The airstrike also plunged Yemen offline as the war-torn nation lost its connection to the internet nationwide, an advocacy group said.

NetBlocks said the disruption began around 1 a.m. local and affected TeleYemen, the state-owned monopoly that controls internet access in the country.

The frenzied bombing of Yemen by the Saudi-led coalition has intensified since Yemeni forces launched rare drone and missile strikes against strategic targets deep inside the United Arab Emirates in retaliation. 


'War crime'

Mohammed Ali al-Houthi, a member of Yemen's Supreme Political Council, reacted to the Saudi airstrikes against residential neighborhoods in Hodeida, saying they amount to a “war crime” and are “not forgivable.”

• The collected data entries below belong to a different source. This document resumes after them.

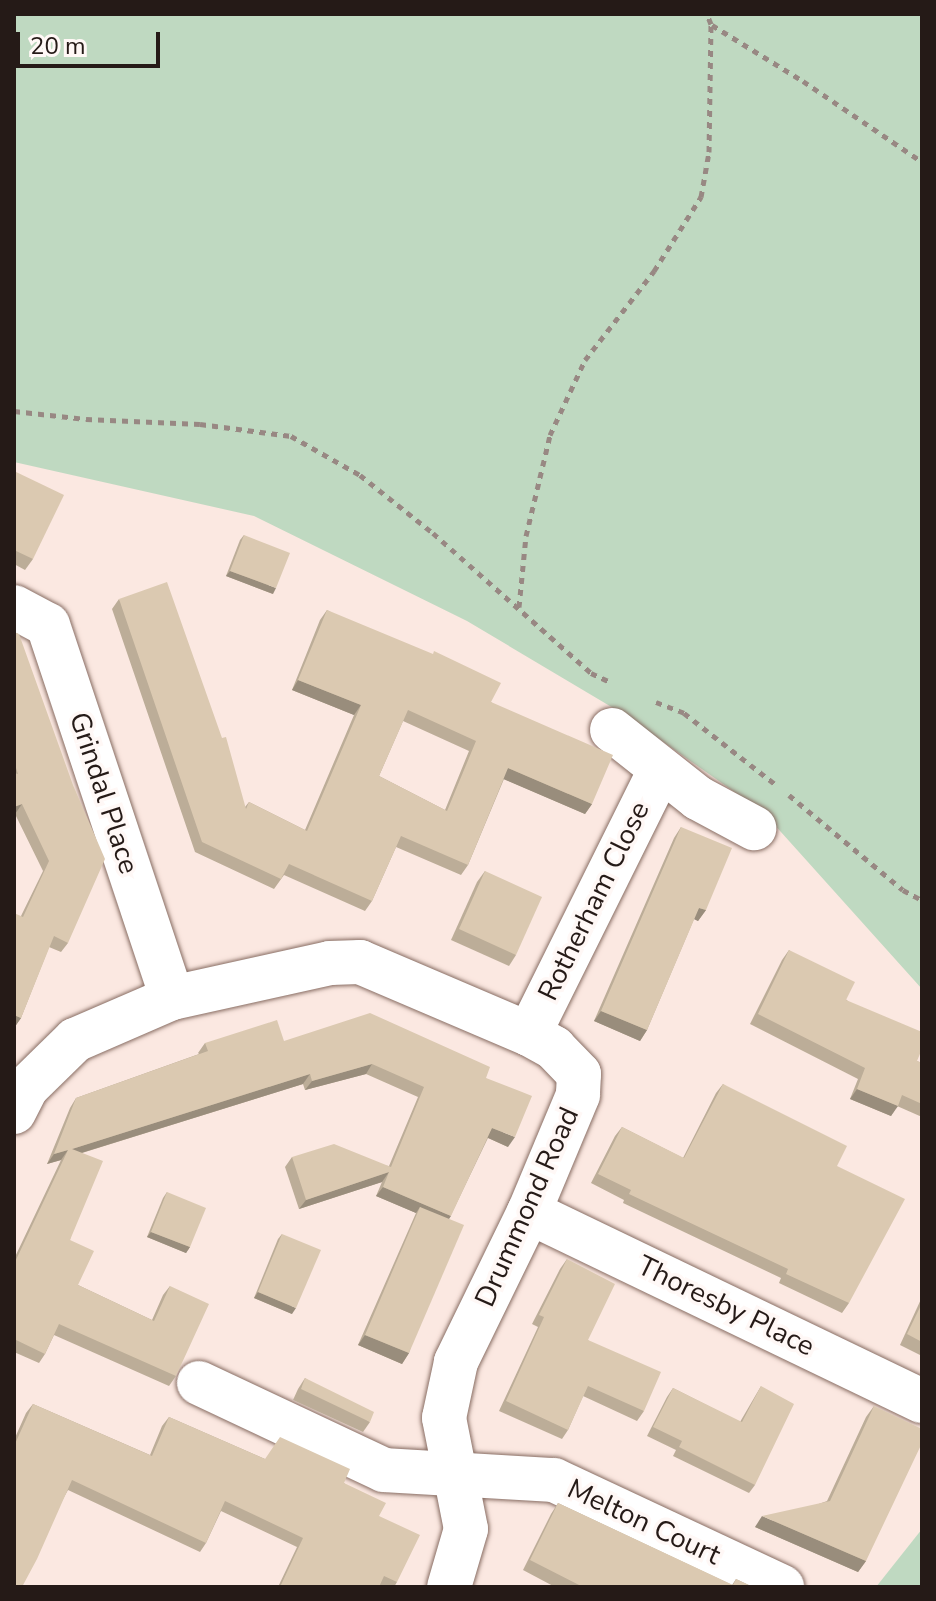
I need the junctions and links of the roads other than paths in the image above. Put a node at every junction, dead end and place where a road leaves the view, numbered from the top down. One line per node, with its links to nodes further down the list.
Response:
1 (14, 607): 5 (street, Grindal Place)
2 (612, 730): 3 (street, Rotherham Close)
3 (660, 770): 4 (street, Rotherham Close); 6 (street, Rotherham Close)
4 (754, 828)
5 (172, 998): 6 (street, Drummond Road); 7 (street, Drummond Road)
6 (529, 1034): 8 (street, Drummond Road)
7 (14, 1112)
8 (529, 1212): 10 (street, Thoresby Place); 11 (street, Drummond Road)
9 (199, 1383): 11 (street, Melton Court)
10 (922, 1401)
11 (454, 1477): 12 (street, Drummond Road); 13 (street, Melton Court)
12 (449, 1587)
13 (782, 1587)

“You should not have continued your aggression and crimes until the present day if the bombing campaign had worked out,” Houthi addressed Saudi Arabia and its allies in a post published on his Twitter page.

“God willing you will lose in Yemen, just like (the United States of) America, which is arming and aiding you, in Afghanistan…”

Hodeida Governor Muhammad Ayyash Qahim said the latest airstrike exhibited the level of the Saudi-led coalition's despair and frustration.


UN chief alarmed


UN Secretary-General Antonio Guterres on Thursday expressed alarm at the continued Saudi airstrikes in Sana’a, Hodeida and elsewhere in Yemen.

“The secretary-general reiterates his call on the parties to exercise maximum restraint and prevent any escalation amid heightened tensions in the region, as well as to respect their obligations under international humanitarian law,” his spokesman Stephane Dujarric told a daily press briefing.

UN Special Envoy for Yemen Hans Grundberg has just left Riyadh after concluding a visit to Saudi Arabia. He met Saudi Vice Defense Minister Prince Khalid bin Salman and other Saudi interlocutors, Dujarric said.

During his meetings, Grundberg denounced the recent wave of military escalation, including the heavy airstrikes on Sana’a.

Saudi Arabia, backed by the United States and regional allies, launched the war on Yemen in March 2015, with the goal of bringing a former government back to power and crushing the Ansarullah movement.

The war has left hundreds of thousands of Yemenis dead and displaced millions more. It has also destroyed Yemen’s infrastructure and spread famine and infectious diseases there.